Task material
--
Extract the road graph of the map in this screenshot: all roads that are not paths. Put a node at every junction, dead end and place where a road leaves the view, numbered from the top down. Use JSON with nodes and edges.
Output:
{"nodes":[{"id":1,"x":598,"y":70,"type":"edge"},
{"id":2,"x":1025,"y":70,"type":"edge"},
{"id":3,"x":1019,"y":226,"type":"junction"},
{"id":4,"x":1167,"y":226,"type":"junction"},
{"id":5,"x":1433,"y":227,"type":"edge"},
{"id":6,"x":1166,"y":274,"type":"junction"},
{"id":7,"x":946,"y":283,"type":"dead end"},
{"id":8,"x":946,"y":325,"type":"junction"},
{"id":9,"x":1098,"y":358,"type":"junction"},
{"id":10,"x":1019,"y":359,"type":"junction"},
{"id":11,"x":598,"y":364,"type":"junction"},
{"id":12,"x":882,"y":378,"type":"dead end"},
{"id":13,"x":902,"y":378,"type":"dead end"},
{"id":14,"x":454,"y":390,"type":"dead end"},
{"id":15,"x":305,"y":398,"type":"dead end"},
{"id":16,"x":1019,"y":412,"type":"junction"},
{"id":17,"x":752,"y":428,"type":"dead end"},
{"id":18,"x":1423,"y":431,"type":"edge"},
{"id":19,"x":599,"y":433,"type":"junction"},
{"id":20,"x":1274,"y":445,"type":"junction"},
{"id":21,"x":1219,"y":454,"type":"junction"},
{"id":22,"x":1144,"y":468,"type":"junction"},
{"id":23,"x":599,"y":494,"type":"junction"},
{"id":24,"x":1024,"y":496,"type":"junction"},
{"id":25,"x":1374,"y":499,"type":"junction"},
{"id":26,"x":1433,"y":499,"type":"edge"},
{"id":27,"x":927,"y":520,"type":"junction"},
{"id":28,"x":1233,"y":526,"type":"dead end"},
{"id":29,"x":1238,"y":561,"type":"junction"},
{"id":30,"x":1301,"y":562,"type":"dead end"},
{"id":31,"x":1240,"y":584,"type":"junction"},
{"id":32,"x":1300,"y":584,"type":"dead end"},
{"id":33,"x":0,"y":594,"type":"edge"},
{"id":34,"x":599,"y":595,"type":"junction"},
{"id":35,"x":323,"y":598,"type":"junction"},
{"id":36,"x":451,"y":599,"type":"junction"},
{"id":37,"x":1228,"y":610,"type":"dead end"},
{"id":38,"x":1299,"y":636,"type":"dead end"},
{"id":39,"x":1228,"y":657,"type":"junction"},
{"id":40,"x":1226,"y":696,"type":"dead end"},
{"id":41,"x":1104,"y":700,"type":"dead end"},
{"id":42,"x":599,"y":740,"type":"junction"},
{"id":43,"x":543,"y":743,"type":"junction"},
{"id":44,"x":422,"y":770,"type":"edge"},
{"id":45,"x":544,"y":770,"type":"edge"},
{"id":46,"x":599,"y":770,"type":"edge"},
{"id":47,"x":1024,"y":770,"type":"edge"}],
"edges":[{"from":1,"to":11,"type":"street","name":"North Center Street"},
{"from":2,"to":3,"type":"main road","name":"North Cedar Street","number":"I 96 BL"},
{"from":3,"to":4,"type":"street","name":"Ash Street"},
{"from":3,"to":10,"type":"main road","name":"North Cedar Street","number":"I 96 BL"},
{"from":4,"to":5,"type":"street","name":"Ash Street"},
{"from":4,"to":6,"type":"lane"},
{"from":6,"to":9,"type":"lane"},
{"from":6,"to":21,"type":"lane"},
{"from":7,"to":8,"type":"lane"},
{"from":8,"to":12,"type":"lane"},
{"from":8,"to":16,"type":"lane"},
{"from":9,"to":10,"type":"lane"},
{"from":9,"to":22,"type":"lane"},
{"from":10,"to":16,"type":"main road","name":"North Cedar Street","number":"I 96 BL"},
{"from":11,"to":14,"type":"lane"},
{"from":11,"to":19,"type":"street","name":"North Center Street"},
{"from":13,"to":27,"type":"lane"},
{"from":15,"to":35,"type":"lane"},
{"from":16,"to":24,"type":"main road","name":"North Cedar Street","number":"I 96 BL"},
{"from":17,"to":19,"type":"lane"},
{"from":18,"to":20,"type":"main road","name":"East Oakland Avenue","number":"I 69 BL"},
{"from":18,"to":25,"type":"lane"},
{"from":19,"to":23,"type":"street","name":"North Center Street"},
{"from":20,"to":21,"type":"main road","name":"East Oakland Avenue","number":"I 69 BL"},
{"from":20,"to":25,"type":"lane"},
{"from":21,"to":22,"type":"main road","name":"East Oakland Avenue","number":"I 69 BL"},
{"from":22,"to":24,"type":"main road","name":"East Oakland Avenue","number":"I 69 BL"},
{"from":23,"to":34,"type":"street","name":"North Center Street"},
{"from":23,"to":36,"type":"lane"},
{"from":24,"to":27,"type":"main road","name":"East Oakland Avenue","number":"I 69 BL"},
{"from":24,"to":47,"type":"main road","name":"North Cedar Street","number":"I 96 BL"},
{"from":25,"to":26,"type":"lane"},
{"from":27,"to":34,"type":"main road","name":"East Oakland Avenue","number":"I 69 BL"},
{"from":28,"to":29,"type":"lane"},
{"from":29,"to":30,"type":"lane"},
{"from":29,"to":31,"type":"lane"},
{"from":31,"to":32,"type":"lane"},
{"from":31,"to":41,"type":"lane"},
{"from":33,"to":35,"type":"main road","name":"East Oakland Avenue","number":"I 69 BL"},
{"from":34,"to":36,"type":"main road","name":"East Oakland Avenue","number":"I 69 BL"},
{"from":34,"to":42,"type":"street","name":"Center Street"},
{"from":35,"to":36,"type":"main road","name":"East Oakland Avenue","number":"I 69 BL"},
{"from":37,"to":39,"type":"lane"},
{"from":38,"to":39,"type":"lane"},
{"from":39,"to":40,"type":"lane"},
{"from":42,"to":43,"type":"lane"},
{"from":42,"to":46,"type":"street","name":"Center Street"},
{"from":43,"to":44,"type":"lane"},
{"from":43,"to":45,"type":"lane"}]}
--
Task brief
Down to the last line, restate the records exactly.

Written response
Extract the road graph of the map in this screenshot: all roads that are not paths. Put a node at every junction, dead end and place where a road leaves the view, numbered from the top down. Use JSON with nodes and edges.
Output:
{"nodes":[{"id":1,"x":598,"y":70,"type":"edge"},
{"id":2,"x":1025,"y":70,"type":"edge"},
{"id":3,"x":1019,"y":226,"type":"junction"},
{"id":4,"x":1167,"y":226,"type":"junction"},
{"id":5,"x":1433,"y":227,"type":"edge"},
{"id":6,"x":1166,"y":274,"type":"junction"},
{"id":7,"x":946,"y":283,"type":"dead end"},
{"id":8,"x":946,"y":325,"type":"junction"},
{"id":9,"x":1098,"y":358,"type":"junction"},
{"id":10,"x":1019,"y":359,"type":"junction"},
{"id":11,"x":598,"y":364,"type":"junction"},
{"id":12,"x":882,"y":378,"type":"dead end"},
{"id":13,"x":902,"y":378,"type":"dead end"},
{"id":14,"x":454,"y":390,"type":"dead end"},
{"id":15,"x":305,"y":398,"type":"dead end"},
{"id":16,"x":1019,"y":412,"type":"junction"},
{"id":17,"x":752,"y":428,"type":"dead end"},
{"id":18,"x":1423,"y":431,"type":"edge"},
{"id":19,"x":599,"y":433,"type":"junction"},
{"id":20,"x":1274,"y":445,"type":"junction"},
{"id":21,"x":1219,"y":454,"type":"junction"},
{"id":22,"x":1144,"y":468,"type":"junction"},
{"id":23,"x":599,"y":494,"type":"junction"},
{"id":24,"x":1024,"y":496,"type":"junction"},
{"id":25,"x":1374,"y":499,"type":"junction"},
{"id":26,"x":1433,"y":499,"type":"edge"},
{"id":27,"x":927,"y":520,"type":"junction"},
{"id":28,"x":1233,"y":526,"type":"dead end"},
{"id":29,"x":1238,"y":561,"type":"junction"},
{"id":30,"x":1301,"y":562,"type":"dead end"},
{"id":31,"x":1240,"y":584,"type":"junction"},
{"id":32,"x":1300,"y":584,"type":"dead end"},
{"id":33,"x":0,"y":594,"type":"edge"},
{"id":34,"x":599,"y":595,"type":"junction"},
{"id":35,"x":323,"y":598,"type":"junction"},
{"id":36,"x":451,"y":599,"type":"junction"},
{"id":37,"x":1228,"y":610,"type":"dead end"},
{"id":38,"x":1299,"y":636,"type":"dead end"},
{"id":39,"x":1228,"y":657,"type":"junction"},
{"id":40,"x":1226,"y":696,"type":"dead end"},
{"id":41,"x":1104,"y":700,"type":"dead end"},
{"id":42,"x":599,"y":740,"type":"junction"},
{"id":43,"x":543,"y":743,"type":"junction"},
{"id":44,"x":422,"y":770,"type":"edge"},
{"id":45,"x":544,"y":770,"type":"edge"},
{"id":46,"x":599,"y":770,"type":"edge"},
{"id":47,"x":1024,"y":770,"type":"edge"}],
"edges":[{"from":1,"to":11,"type":"street","name":"North Center Street"},
{"from":2,"to":3,"type":"main road","name":"North Cedar Street","number":"I 96 BL"},
{"from":3,"to":4,"type":"street","name":"Ash Street"},
{"from":3,"to":10,"type":"main road","name":"North Cedar Street","number":"I 96 BL"},
{"from":4,"to":5,"type":"street","name":"Ash Street"},
{"from":4,"to":6,"type":"lane"},
{"from":6,"to":9,"type":"lane"},
{"from":6,"to":21,"type":"lane"},
{"from":7,"to":8,"type":"lane"},
{"from":8,"to":12,"type":"lane"},
{"from":8,"to":16,"type":"lane"},
{"from":9,"to":10,"type":"lane"},
{"from":9,"to":22,"type":"lane"},
{"from":10,"to":16,"type":"main road","name":"North Cedar Street","number":"I 96 BL"},
{"from":11,"to":14,"type":"lane"},
{"from":11,"to":19,"type":"street","name":"North Center Street"},
{"from":13,"to":27,"type":"lane"},
{"from":15,"to":35,"type":"lane"},
{"from":16,"to":24,"type":"main road","name":"North Cedar Street","number":"I 96 BL"},
{"from":17,"to":19,"type":"lane"},
{"from":18,"to":20,"type":"main road","name":"East Oakland Avenue","number":"I 69 BL"},
{"from":18,"to":25,"type":"lane"},
{"from":19,"to":23,"type":"street","name":"North Center Street"},
{"from":20,"to":21,"type":"main road","name":"East Oakland Avenue","number":"I 69 BL"},
{"from":20,"to":25,"type":"lane"},
{"from":21,"to":22,"type":"main road","name":"East Oakland Avenue","number":"I 69 BL"},
{"from":22,"to":24,"type":"main road","name":"East Oakland Avenue","number":"I 69 BL"},
{"from":23,"to":34,"type":"street","name":"North Center Street"},
{"from":23,"to":36,"type":"lane"},
{"from":24,"to":27,"type":"main road","name":"East Oakland Avenue","number":"I 69 BL"},
{"from":24,"to":47,"type":"main road","name":"North Cedar Street","number":"I 96 BL"},
{"from":25,"to":26,"type":"lane"},
{"from":27,"to":34,"type":"main road","name":"East Oakland Avenue","number":"I 69 BL"},
{"from":28,"to":29,"type":"lane"},
{"from":29,"to":30,"type":"lane"},
{"from":29,"to":31,"type":"lane"},
{"from":31,"to":32,"type":"lane"},
{"from":31,"to":41,"type":"lane"},
{"from":33,"to":35,"type":"main road","name":"East Oakland Avenue","number":"I 69 BL"},
{"from":34,"to":36,"type":"main road","name":"East Oakland Avenue","number":"I 69 BL"},
{"from":34,"to":42,"type":"street","name":"Center Street"},
{"from":35,"to":36,"type":"main road","name":"East Oakland Avenue","number":"I 69 BL"},
{"from":37,"to":39,"type":"lane"},
{"from":38,"to":39,"type":"lane"},
{"from":39,"to":40,"type":"lane"},
{"from":42,"to":43,"type":"lane"},
{"from":42,"to":46,"type":"street","name":"Center Street"},
{"from":43,"to":44,"type":"lane"},
{"from":43,"to":45,"type":"lane"}]}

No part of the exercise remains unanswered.